Stored items
.....

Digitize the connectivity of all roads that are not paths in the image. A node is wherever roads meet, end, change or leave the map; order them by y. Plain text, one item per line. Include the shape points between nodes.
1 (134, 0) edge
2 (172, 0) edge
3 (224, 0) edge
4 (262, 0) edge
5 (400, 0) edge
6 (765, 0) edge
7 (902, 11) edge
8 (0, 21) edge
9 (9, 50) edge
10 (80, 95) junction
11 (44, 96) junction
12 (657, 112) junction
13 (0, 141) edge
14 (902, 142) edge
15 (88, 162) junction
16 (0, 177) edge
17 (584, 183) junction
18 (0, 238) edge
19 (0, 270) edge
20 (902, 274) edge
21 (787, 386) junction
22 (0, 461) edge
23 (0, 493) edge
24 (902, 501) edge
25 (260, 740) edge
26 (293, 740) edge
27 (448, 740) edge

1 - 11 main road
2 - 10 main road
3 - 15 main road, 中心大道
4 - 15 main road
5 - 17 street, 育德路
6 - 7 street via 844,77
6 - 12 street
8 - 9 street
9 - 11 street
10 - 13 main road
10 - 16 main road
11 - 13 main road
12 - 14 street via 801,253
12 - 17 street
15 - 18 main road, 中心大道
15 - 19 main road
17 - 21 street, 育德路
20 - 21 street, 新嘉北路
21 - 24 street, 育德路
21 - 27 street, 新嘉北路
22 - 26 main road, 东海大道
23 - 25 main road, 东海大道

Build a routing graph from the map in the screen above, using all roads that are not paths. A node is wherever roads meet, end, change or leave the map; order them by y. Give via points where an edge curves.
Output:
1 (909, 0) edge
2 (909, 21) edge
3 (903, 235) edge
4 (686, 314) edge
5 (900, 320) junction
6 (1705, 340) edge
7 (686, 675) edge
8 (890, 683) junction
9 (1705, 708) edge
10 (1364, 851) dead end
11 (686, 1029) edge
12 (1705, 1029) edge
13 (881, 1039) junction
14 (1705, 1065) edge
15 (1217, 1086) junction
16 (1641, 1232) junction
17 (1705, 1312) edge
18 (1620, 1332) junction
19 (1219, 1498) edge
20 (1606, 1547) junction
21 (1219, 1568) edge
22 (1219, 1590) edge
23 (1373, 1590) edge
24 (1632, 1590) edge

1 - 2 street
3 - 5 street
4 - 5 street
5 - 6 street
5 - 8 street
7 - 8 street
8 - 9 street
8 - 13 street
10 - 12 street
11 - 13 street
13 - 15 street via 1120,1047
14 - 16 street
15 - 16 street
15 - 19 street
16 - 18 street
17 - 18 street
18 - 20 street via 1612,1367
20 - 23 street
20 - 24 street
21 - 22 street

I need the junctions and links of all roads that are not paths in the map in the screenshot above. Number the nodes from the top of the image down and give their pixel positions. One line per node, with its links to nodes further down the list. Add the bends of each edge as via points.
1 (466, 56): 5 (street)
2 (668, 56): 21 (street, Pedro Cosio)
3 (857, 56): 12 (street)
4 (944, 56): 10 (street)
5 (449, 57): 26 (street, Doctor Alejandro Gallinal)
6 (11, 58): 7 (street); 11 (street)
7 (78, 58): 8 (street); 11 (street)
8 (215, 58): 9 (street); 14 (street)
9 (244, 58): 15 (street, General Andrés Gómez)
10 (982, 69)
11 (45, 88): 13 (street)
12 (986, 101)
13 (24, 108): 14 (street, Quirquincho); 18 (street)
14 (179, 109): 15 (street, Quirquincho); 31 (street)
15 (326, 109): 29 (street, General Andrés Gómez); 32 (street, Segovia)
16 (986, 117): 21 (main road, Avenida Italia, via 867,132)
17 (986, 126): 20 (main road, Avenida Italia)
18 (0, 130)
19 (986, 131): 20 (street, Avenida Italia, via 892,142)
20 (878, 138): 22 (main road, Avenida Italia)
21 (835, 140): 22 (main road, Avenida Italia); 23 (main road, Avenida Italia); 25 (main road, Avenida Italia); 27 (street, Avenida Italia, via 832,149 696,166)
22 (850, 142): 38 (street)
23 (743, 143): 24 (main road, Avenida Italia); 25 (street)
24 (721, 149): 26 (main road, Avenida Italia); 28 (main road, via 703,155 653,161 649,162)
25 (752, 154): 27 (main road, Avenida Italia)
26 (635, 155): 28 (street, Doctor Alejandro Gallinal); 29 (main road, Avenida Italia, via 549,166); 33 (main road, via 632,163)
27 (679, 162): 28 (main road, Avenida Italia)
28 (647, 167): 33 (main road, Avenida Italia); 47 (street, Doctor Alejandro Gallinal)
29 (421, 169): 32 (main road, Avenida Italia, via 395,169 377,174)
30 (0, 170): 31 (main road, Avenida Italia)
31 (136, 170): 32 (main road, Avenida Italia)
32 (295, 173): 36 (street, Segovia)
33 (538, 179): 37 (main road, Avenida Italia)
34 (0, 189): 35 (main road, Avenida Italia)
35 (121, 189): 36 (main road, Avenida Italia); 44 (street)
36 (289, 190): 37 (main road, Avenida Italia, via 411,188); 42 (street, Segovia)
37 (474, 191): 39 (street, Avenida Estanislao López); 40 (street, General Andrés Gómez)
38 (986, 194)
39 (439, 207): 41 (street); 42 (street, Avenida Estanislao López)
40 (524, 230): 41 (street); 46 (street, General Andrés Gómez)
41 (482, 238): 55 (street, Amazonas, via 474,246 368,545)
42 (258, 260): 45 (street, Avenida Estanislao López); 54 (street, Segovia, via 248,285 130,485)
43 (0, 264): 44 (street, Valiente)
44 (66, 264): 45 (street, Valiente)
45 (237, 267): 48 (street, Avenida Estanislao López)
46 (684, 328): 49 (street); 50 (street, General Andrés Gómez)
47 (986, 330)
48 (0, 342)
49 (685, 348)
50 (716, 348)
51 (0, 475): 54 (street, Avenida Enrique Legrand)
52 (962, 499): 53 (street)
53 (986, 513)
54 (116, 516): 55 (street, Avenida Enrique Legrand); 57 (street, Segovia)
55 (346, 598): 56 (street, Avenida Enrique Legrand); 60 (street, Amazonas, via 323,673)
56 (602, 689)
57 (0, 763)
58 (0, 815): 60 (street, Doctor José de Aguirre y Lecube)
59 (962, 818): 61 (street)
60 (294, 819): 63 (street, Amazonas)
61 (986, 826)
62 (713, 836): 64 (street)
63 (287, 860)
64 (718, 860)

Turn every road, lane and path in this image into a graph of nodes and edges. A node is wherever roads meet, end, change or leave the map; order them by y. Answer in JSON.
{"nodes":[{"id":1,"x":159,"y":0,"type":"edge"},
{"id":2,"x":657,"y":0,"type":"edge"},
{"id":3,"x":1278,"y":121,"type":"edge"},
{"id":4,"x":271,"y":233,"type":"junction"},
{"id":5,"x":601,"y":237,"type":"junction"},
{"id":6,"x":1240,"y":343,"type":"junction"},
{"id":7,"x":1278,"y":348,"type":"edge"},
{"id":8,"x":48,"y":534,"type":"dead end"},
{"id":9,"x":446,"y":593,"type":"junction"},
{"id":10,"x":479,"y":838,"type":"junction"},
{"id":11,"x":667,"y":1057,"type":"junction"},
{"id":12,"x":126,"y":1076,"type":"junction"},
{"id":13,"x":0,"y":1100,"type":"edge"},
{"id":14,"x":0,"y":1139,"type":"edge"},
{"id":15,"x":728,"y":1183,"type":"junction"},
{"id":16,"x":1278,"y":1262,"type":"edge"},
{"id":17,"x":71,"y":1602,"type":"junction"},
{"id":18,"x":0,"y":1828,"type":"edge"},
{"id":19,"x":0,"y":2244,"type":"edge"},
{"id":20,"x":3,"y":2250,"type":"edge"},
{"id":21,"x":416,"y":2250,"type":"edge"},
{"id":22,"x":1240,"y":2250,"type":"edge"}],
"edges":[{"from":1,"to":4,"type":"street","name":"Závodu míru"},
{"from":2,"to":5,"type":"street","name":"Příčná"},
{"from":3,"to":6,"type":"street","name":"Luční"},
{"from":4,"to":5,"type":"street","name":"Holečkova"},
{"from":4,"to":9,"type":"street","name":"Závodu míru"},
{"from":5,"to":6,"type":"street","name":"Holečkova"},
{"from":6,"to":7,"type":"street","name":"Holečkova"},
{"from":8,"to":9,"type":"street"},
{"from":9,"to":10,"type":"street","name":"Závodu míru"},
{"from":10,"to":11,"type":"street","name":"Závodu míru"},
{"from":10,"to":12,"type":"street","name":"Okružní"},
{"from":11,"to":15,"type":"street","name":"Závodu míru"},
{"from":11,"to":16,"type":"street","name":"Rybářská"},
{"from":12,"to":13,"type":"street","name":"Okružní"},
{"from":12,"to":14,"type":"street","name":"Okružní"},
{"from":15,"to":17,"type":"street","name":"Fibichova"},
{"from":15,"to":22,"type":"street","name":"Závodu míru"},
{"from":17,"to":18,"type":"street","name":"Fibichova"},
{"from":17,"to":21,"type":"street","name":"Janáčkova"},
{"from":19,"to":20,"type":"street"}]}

.....

> **Task details**
Lines with "nodes": find them in the data and copy each one.

> **Answer**
Digitize the connectivity of all roads that are not paths in the image. A node is wherever roads meet, end, change or leave the map; order them by y. Plain text, one item per line. Include the shape points between nodes.
I need the junctions and links of all roads that are not paths in the map in the screenshot above. Number the nodes from the top of the image down and give their pixel positions. One line per node, with its links to nodes further down the list. Add the bends of each edge as via points.
Turn every road, lane and path in this image into a graph of nodes and edges. A node is wherever roads meet, end, change or leave the map; order them by y. Answer in JSON.
{"nodes":[{"id":1,"x":159,"y":0,"type":"edge"},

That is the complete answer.